Transglutaminase crosslinked fish gelatins for emulsion stabilization: From conventional to Pickering emulsions

Abstract

Gelatin-stabilized emulsions, including conventional and Pickering emulsions, are gaining popularity. In this study, fish gelatins (FG) were modified with transglutaminase (TG) to prepare gelatin molecules, microgels, and their mixtures. The transition of emulsions from conventional to Pickering was observed as gelatins evolved from molecules to microgels. FG (3%) was cross-linked with TG at 0–30 U/g. FG evolved from gelatin molecules into thermo-irreversible hydrogels as TG increased.
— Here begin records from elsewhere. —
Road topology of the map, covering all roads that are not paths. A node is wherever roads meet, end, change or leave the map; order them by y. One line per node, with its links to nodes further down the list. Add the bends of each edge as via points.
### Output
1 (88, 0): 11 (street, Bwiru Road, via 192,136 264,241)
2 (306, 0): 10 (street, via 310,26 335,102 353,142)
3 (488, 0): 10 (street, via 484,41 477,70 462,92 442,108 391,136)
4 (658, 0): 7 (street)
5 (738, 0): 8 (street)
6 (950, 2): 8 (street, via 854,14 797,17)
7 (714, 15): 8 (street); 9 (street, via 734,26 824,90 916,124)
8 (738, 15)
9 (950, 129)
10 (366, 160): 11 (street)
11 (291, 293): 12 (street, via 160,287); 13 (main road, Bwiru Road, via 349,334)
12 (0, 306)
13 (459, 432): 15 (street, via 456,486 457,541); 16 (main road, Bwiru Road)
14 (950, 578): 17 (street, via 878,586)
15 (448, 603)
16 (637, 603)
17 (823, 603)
Without TG or at a low level of TG (10 U/g), FG mainly existed as gelatin molecules that were liquid at 25 °C. At high levels of TG (20 or 30 U/g), FG crosslinked and developed thermo-irreversible chemical hydrogels that were solid. As the concentration of TG increased, the protein molecular weights, zeta potentials, and surface hydrophobicity were significantly increased. Microfluidization was employed to prepare gelatin microgels. Different states of gelatins were mixed with sunflower oil to prepare conventional emulsions, Pickering emulsions, and mixtures. With increased TG, the emulsion droplets became more homogeneous, and protein networks formed around the oil droplets. Emulsions stabilized with modified FG displayed improved physical stability than those stabilized with unmodified FG. At 10 °C, the emulsions stabilized by a mixture of FG molecules and microgels presented higher physical stability. At 25 °C, Pickering emulsions stabilized by microgels showed improved anti-coalescence. The results of this work could provide valuable references for applying gelatin-stabilized conventional or Pickering emulsions with tunable properties, hence increasing the formulation flexibility of gelatin-based food products.